Resident Claudia Burns told the five-member panel — with chairman Michael Valiquette and Chuck Ketteman absent — that she had been disturbed by the "cavalier comments" about sea grasses which surround the island, which would be negatively impacted by the presence of boat docks.
"I think that if something is destroyed by human beings, then human beings should be responsible for helping to restore it," said Burns.
During their last session, City Attorney Ken Cuyler informed the commission that the idea of lifting the city’s ban has come about due to the potential for litigation. He explained that owners of property with an access to navigable waterways have a legal right to access those waters, with a boat or other personal watercraft.
Back in 1993, city leaders put the ban in place within that zone, which extends along the waters of San Carlos Bay and Tarpon Bay west of the Lighthouse to the end of Woodring’s Point, as a means of protecting and preserving environmentally-sensitive sea grasses growing in those waters.
Although they did not take any formal action on the matter, several planners offered their opinions on boat docks following public comment.
Commissioner Paul Reynolds said that when he looked at the affected area, as many as 60 boat docks could be installed along the Bay Beach Zone. He suggested that his fellow planners "find a mitigating way to restrict them."
Fellow planner Tom Krekel wondered if placing additional zoning restrictions might discourage some owners from wanting to install boat docks. However, he later cautioned that, as a commission, they could not reject any applications simply because they "don’t like them."
Dr.
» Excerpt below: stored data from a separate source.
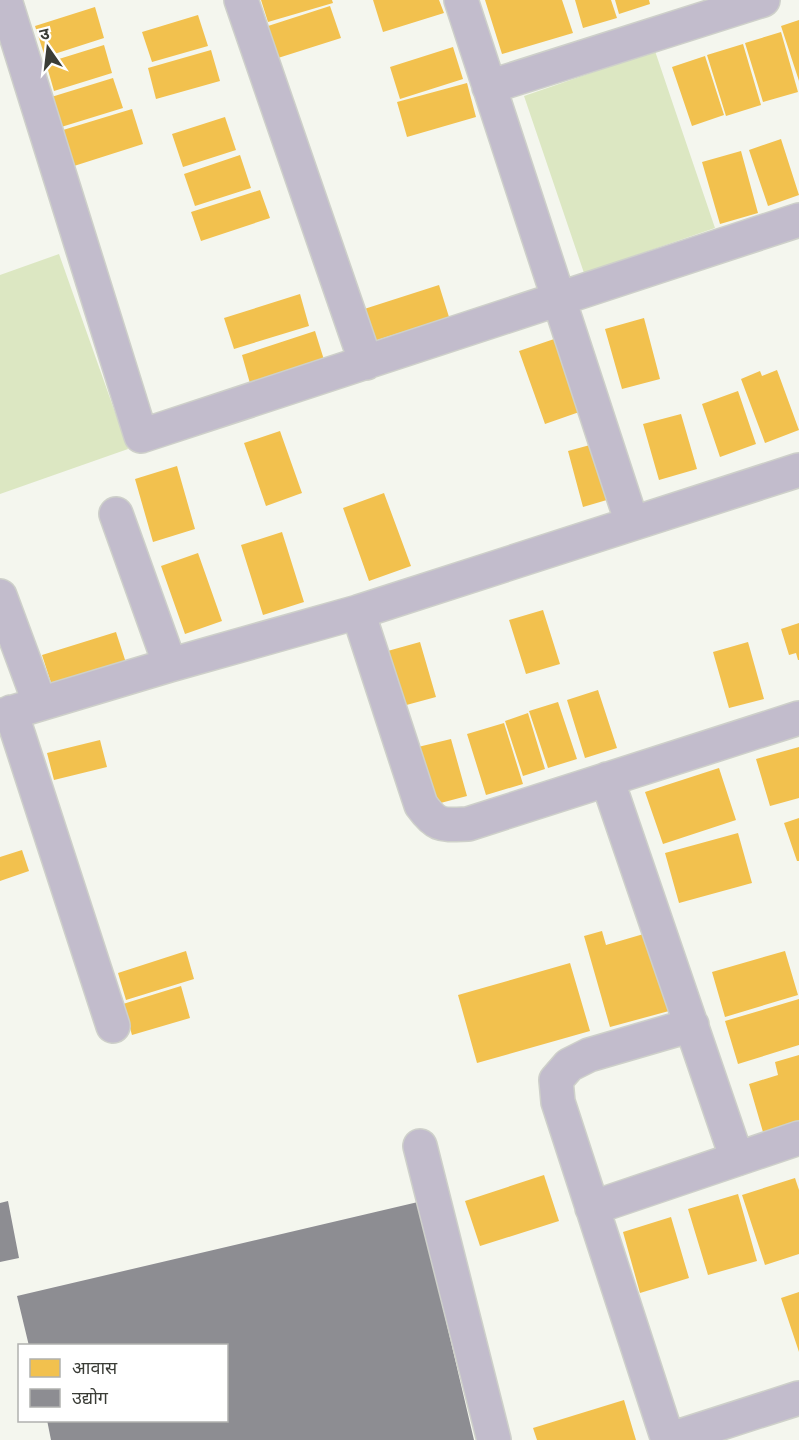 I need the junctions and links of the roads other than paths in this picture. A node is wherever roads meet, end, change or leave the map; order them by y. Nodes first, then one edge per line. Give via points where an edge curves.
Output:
1 (5, 0) edge
2 (241, 0) edge
3 (461, 0) edge
4 (763, 0) edge
5 (489, 87) junction
6 (799, 220) edge
7 (558, 298) junction
8 (366, 363) junction
9 (799, 470) edge
10 (116, 514) dead end
11 (632, 523) junction
12 (0, 596) edge
13 (358, 612) junction
14 (170, 665) junction
15 (17, 711) edge
16 (799, 718) edge
17 (607, 780) junction
18 (692, 1025) junction
19 (113, 1026) dead end
20 (799, 1138) edge
21 (420, 1146) dead end
22 (737, 1159) junction
23 (592, 1208) junction
24 (799, 1398) edge
25 (494, 1440) edge
26 (668, 1440) edge

1 - 8 street via 141,436
2 - 8 street
3 - 5 street
4 - 5 street
5 - 7 street
6 - 7 street
7 - 8 street
7 - 11 street
9 - 11 street
10 - 14 street
11 - 13 street
12 - 15 street
13 - 14 street
13 - 17 street via 421,805 433,821 468,824
14 - 15 street
15 - 19 street
16 - 17 street
17 - 18 street
18 - 22 street
18 - 23 street via 589,1055 569,1065 556,1080 558,1102
20 - 22 street
21 - 25 street
22 - 23 street
23 - 26 street
24 - 26 street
Phillip Marks, serving as chairman for the meeting, offered the idea of a "community dock," which he observed while living in California, which could be used by several adjacent property owners.
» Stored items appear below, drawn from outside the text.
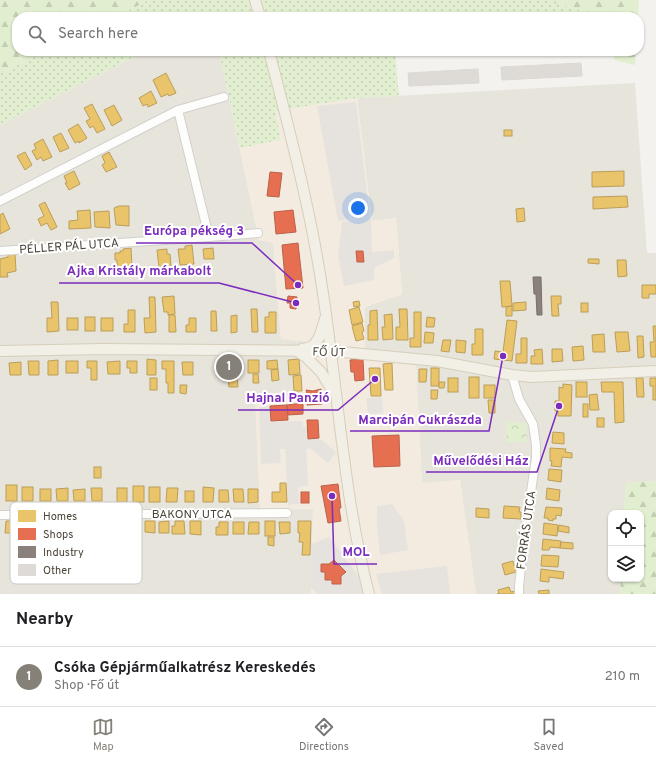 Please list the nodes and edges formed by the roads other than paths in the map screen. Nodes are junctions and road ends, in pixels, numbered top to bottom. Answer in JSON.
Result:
{"nodes":[{"id":1,"x":255,"y":0,"type":"edge"},
{"id":2,"x":259,"y":12,"type":"edge"},
{"id":3,"x":270,"y":56,"type":"edge"},
{"id":4,"x":224,"y":97,"type":"dead end"},
{"id":5,"x":178,"y":110,"type":"junction"},
{"id":6,"x":0,"y":200,"type":"edge"},
{"id":7,"x":258,"y":233,"type":"dead end"},
{"id":8,"x":209,"y":238,"type":"junction"},
{"id":9,"x":0,"y":250,"type":"edge"},
{"id":10,"x":326,"y":315,"type":"junction"},
{"id":11,"x":0,"y":351,"type":"edge"},
{"id":12,"x":297,"y":351,"type":"junction"},
{"id":13,"x":331,"y":351,"type":"junction"},
{"id":14,"x":656,"y":371,"type":"edge"},
{"id":15,"x":512,"y":375,"type":"junction"},
{"id":16,"x":336,"y":396,"type":"junction"},
{"id":17,"x":287,"y":513,"type":"dead end"},
{"id":18,"x":142,"y":514,"type":"edge"},
{"id":19,"x":0,"y":515,"type":"edge"},
{"id":20,"x":10,"y":515,"type":"edge"},
{"id":21,"x":369,"y":594,"type":"edge"},
{"id":22,"x":519,"y":594,"type":"edge"}],
"edges":[{"from":1,"to":2,"type":"main road"},
{"from":3,"to":10,"type":"main road"},
{"from":4,"to":5,"type":"street"},
{"from":5,"to":6,"type":"street"},
{"from":5,"to":8,"type":"street"},
{"from":7,"to":8,"type":"street","name":"PÉLLER PÁL UTCA"},
{"from":8,"to":9,"type":"street","name":"PÉLLER PÁL UTCA"},
{"from":10,"to":12,"type":"main road"},
{"from":10,"to":13,"type":"main road"},
{"from":11,"to":12,"type":"main road","name":"FŐ ÚT"},
{"from":12,"to":13,"type":"main road","name":"FŐ ÚT"},
{"from":12,"to":16,"type":"main road"},
{"from":13,"to":15,"type":"main road","name":"FŐ ÚT"},
{"from":13,"to":16,"type":"main road"},
{"from":14,"to":15,"type":"main road","name":"FŐ ÚT"},
{"from":15,"to":22,"type":"street","name":"FORRÁS UTCA"},
{"from":16,"to":21,"type":"main road"},
{"from":17,"to":18,"type":"street","name":"BAKONY UTCA"},
{"from":19,"to":20,"type":"street","name":"BAKONY UTCA"}]}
Cuyler, who stated that each of the affected property owners have secured boat dock permits from the State of Florida, maintains that the city only desires to "reasonably regulate docking" within the Bay Beach Zone, but that "the ultimate issue is what the law says."
"It is not impossible to prohibit them, but it would take a paramount reason … to prevent them," he added.
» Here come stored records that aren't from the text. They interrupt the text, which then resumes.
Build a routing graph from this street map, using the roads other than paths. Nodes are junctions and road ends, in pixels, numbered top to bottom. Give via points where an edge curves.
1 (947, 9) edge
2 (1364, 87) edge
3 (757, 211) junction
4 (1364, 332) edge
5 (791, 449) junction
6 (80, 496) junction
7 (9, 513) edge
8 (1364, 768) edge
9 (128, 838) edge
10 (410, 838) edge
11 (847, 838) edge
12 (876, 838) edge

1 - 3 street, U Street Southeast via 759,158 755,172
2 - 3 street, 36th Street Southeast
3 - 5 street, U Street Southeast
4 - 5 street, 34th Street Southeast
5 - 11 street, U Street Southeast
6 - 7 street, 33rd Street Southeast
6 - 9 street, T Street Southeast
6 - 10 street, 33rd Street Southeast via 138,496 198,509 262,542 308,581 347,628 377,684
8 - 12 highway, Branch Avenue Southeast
Reynolds also suggested that the commission could work to make it "a challenge" for property owners to meet the city’s boat dock requirements. "We can do that with the stroke of a pen," he said.
The public hearing on lifting the city’s Bay Beach Zone boat dock ban will take place on Jane 22 starting at 9:15 a.m. Dr. Rob Loflin, director of Sanibel’s Department of Natural Resources, is expected to offer additional testimony on the impact the presence of boat docks may have on the environmentally-delicate sea grasses.
On May 25, Dr. Loflin stated that installing boat docks in the Beach Bay Zone would disturb sea grasses present within those waters. However, through certain considerations added to the amended ordinance, they hoped to "minimize the environmental footprint of the (boat) docks."
Later in that same meeting, Cuyler said that the City Council had anticipated taking action on the proposed boat dock ordinance amendments at their July 20 session. He did not comment on Tuesday about whether the delay of the public hearing would affect that schedule.